* WHAT THE TASK REQUIRES *
If an entry holds a picture, leave that picture out; copy everything else exactly.

/---

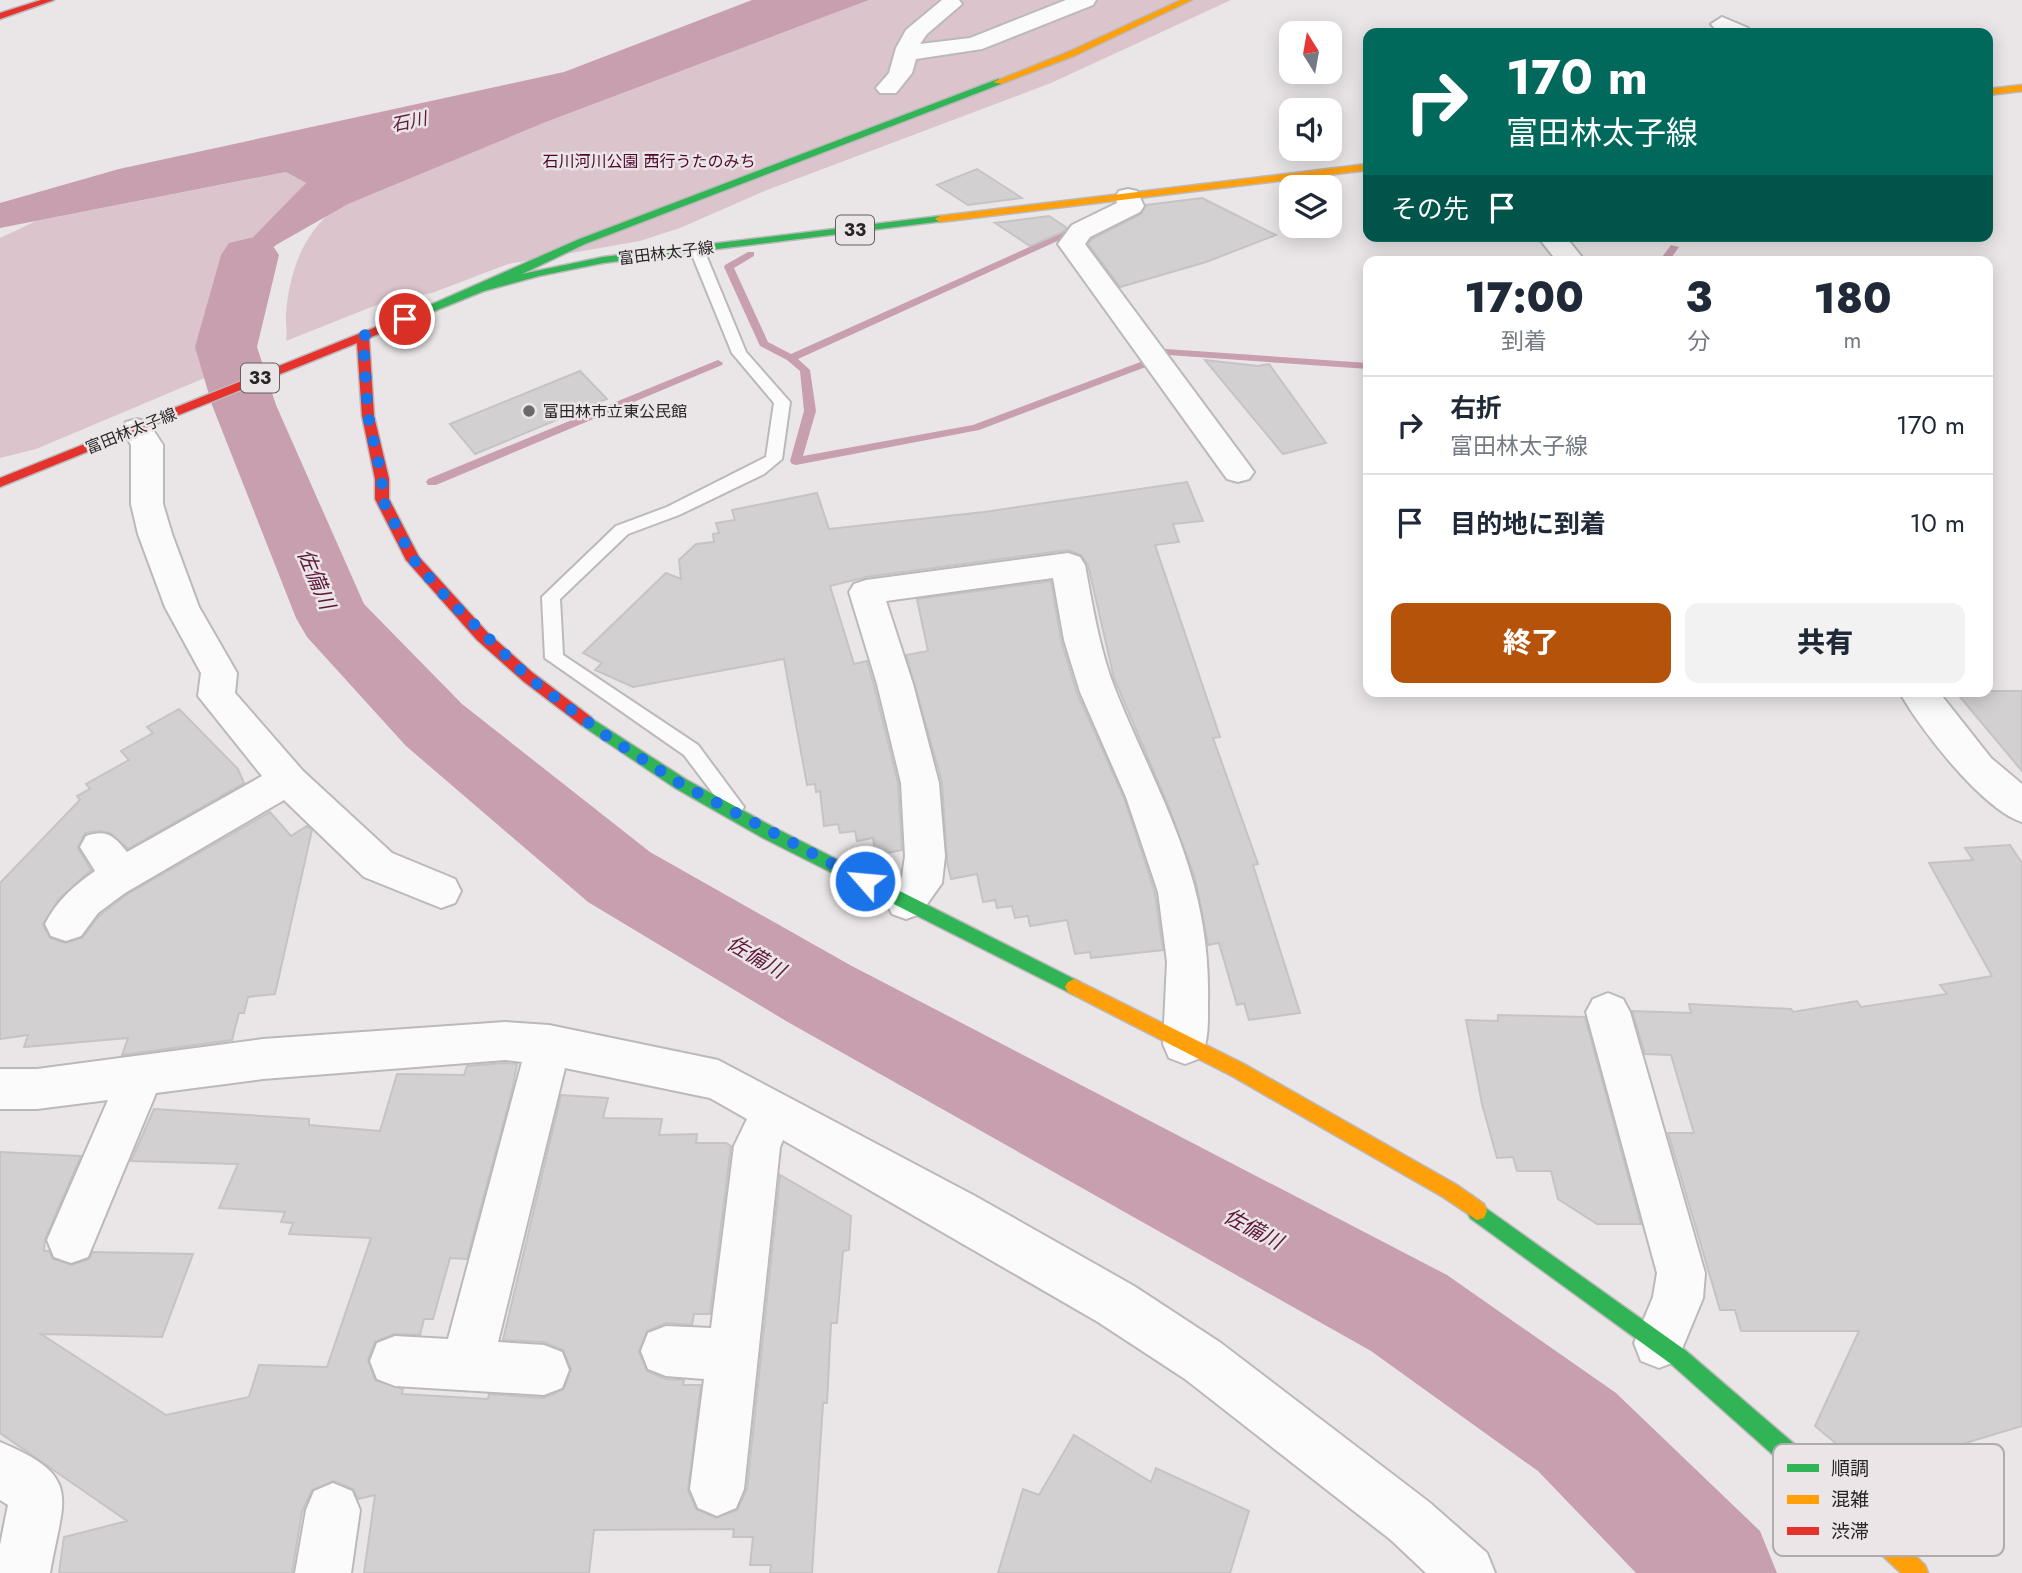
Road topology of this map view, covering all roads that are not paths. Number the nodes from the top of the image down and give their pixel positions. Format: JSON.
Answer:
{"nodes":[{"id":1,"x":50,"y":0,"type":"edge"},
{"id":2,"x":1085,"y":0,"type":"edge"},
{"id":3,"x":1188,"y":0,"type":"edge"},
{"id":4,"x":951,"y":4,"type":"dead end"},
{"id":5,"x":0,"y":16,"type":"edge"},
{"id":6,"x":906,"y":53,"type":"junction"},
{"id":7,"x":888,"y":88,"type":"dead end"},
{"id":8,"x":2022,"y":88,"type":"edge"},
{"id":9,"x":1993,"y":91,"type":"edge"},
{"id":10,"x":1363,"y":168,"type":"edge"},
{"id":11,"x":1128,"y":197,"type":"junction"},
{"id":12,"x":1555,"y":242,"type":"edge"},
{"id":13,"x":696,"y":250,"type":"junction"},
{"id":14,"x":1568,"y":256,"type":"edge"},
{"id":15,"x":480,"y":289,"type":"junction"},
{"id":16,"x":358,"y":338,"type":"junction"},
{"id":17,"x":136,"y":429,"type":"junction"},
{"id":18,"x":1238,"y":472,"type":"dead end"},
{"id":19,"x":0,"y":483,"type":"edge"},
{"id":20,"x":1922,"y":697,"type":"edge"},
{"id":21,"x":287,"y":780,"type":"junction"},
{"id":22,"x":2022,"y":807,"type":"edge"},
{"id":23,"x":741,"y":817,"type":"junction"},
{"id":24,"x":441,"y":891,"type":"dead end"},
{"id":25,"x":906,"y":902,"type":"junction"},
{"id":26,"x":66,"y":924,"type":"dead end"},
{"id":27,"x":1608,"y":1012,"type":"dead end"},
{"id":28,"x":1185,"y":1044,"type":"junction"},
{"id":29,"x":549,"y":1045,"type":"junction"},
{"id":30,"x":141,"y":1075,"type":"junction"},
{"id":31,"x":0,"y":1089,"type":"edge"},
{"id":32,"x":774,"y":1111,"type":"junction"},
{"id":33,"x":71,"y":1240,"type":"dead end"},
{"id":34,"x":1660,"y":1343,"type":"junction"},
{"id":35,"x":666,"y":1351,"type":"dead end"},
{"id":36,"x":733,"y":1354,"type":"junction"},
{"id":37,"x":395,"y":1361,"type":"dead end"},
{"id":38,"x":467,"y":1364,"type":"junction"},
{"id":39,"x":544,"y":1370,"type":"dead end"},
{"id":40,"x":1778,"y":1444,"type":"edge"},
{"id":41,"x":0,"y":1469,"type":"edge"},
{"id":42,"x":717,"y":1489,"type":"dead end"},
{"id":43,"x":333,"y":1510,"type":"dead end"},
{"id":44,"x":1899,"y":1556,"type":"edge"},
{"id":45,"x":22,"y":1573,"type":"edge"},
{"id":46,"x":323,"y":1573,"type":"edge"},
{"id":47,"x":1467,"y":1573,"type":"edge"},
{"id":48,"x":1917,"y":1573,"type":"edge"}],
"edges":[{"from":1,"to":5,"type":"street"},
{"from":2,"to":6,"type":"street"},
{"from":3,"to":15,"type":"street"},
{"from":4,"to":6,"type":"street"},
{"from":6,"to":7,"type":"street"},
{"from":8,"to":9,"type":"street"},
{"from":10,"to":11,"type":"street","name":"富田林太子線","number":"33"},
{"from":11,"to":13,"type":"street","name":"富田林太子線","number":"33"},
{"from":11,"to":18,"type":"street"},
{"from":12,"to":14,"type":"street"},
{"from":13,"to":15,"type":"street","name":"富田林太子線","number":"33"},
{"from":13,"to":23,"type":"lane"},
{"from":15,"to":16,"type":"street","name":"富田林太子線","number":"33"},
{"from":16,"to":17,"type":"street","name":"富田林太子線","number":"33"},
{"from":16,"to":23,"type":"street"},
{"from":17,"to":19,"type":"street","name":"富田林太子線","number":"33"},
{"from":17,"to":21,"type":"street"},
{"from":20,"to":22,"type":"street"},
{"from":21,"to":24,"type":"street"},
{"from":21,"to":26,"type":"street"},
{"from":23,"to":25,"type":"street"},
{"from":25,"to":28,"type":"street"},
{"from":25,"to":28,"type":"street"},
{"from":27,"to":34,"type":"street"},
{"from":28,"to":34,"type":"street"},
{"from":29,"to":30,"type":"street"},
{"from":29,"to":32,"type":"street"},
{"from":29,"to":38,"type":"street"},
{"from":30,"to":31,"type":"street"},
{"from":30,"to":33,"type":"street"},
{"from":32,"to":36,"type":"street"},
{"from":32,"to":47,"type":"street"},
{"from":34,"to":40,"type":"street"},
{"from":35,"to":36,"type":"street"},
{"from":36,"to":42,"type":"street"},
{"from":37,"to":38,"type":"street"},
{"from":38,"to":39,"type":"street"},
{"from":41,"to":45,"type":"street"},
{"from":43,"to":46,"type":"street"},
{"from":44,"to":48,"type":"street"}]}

\---

* RESULT *
Road topology of this map view, covering all roads that are not paths. Number the nodes from the top of the image down and give their pixel positions. Format: JSON.
Answer:
{"nodes":[{"id":1,"x":50,"y":0,"type":"edge"},
{"id":2,"x":1085,"y":0,"type":"edge"},
{"id":3,"x":1188,"y":0,"type":"edge"},
{"id":4,"x":951,"y":4,"type":"dead end"},
{"id":5,"x":0,"y":16,"type":"edge"},
{"id":6,"x":906,"y":53,"type":"junction"},
{"id":7,"x":888,"y":88,"type":"dead end"},
{"id":8,"x":2022,"y":88,"type":"edge"},
{"id":9,"x":1993,"y":91,"type":"edge"},
{"id":10,"x":1363,"y":168,"type":"edge"},
{"id":11,"x":1128,"y":197,"type":"junction"},
{"id":12,"x":1555,"y":242,"type":"edge"},
{"id":13,"x":696,"y":250,"type":"junction"},
{"id":14,"x":1568,"y":256,"type":"edge"},
{"id":15,"x":480,"y":289,"type":"junction"},
{"id":16,"x":358,"y":338,"type":"junction"},
{"id":17,"x":136,"y":429,"type":"junction"},
{"id":18,"x":1238,"y":472,"type":"dead end"},
{"id":19,"x":0,"y":483,"type":"edge"},
{"id":20,"x":1922,"y":697,"type":"edge"},
{"id":21,"x":287,"y":780,"type":"junction"},
{"id":22,"x":2022,"y":807,"type":"edge"},
{"id":23,"x":741,"y":817,"type":"junction"},
{"id":24,"x":441,"y":891,"type":"dead end"},
{"id":25,"x":906,"y":902,"type":"junction"},
{"id":26,"x":66,"y":924,"type":"dead end"},
{"id":27,"x":1608,"y":1012,"type":"dead end"},
{"id":28,"x":1185,"y":1044,"type":"junction"},
{"id":29,"x":549,"y":1045,"type":"junction"},
{"id":30,"x":141,"y":1075,"type":"junction"},
{"id":31,"x":0,"y":1089,"type":"edge"},
{"id":32,"x":774,"y":1111,"type":"junction"},
{"id":33,"x":71,"y":1240,"type":"dead end"},
{"id":34,"x":1660,"y":1343,"type":"junction"},
{"id":35,"x":666,"y":1351,"type":"dead end"},
{"id":36,"x":733,"y":1354,"type":"junction"},
{"id":37,"x":395,"y":1361,"type":"dead end"},
{"id":38,"x":467,"y":1364,"type":"junction"},
{"id":39,"x":544,"y":1370,"type":"dead end"},
{"id":40,"x":1778,"y":1444,"type":"edge"},
{"id":41,"x":0,"y":1469,"type":"edge"},
{"id":42,"x":717,"y":1489,"type":"dead end"},
{"id":43,"x":333,"y":1510,"type":"dead end"},
{"id":44,"x":1899,"y":1556,"type":"edge"},
{"id":45,"x":22,"y":1573,"type":"edge"},
{"id":46,"x":323,"y":1573,"type":"edge"},
{"id":47,"x":1467,"y":1573,"type":"edge"},
{"id":48,"x":1917,"y":1573,"type":"edge"}],
"edges":[{"from":1,"to":5,"type":"street"},
{"from":2,"to":6,"type":"street"},
{"from":3,"to":15,"type":"street"},
{"from":4,"to":6,"type":"street"},
{"from":6,"to":7,"type":"street"},
{"from":8,"to":9,"type":"street"},
{"from":10,"to":11,"type":"street","name":"富田林太子線","number":"33"},
{"from":11,"to":13,"type":"street","name":"富田林太子線","number":"33"},
{"from":11,"to":18,"type":"street"},
{"from":12,"to":14,"type":"street"},
{"from":13,"to":15,"type":"street","name":"富田林太子線","number":"33"},
{"from":13,"to":23,"type":"lane"},
{"from":15,"to":16,"type":"street","name":"富田林太子線","number":"33"},
{"from":16,"to":17,"type":"street","name":"富田林太子線","number":"33"},
{"from":16,"to":23,"type":"street"},
{"from":17,"to":19,"type":"street","name":"富田林太子線","number":"33"},
{"from":17,"to":21,"type":"street"},
{"from":20,"to":22,"type":"street"},
{"from":21,"to":24,"type":"street"},
{"from":21,"to":26,"type":"street"},
{"from":23,"to":25,"type":"street"},
{"from":25,"to":28,"type":"street"},
{"from":25,"to":28,"type":"street"},
{"from":27,"to":34,"type":"street"},
{"from":28,"to":34,"type":"street"},
{"from":29,"to":30,"type":"street"},
{"from":29,"to":32,"type":"street"},
{"from":29,"to":38,"type":"street"},
{"from":30,"to":31,"type":"street"},
{"from":30,"to":33,"type":"street"},
{"from":32,"to":36,"type":"street"},
{"from":32,"to":47,"type":"street"},
{"from":34,"to":40,"type":"street"},
{"from":35,"to":36,"type":"street"},
{"from":36,"to":42,"type":"street"},
{"from":37,"to":38,"type":"street"},
{"from":38,"to":39,"type":"street"},
{"from":41,"to":45,"type":"street"},
{"from":43,"to":46,"type":"street"},
{"from":44,"to":48,"type":"street"}]}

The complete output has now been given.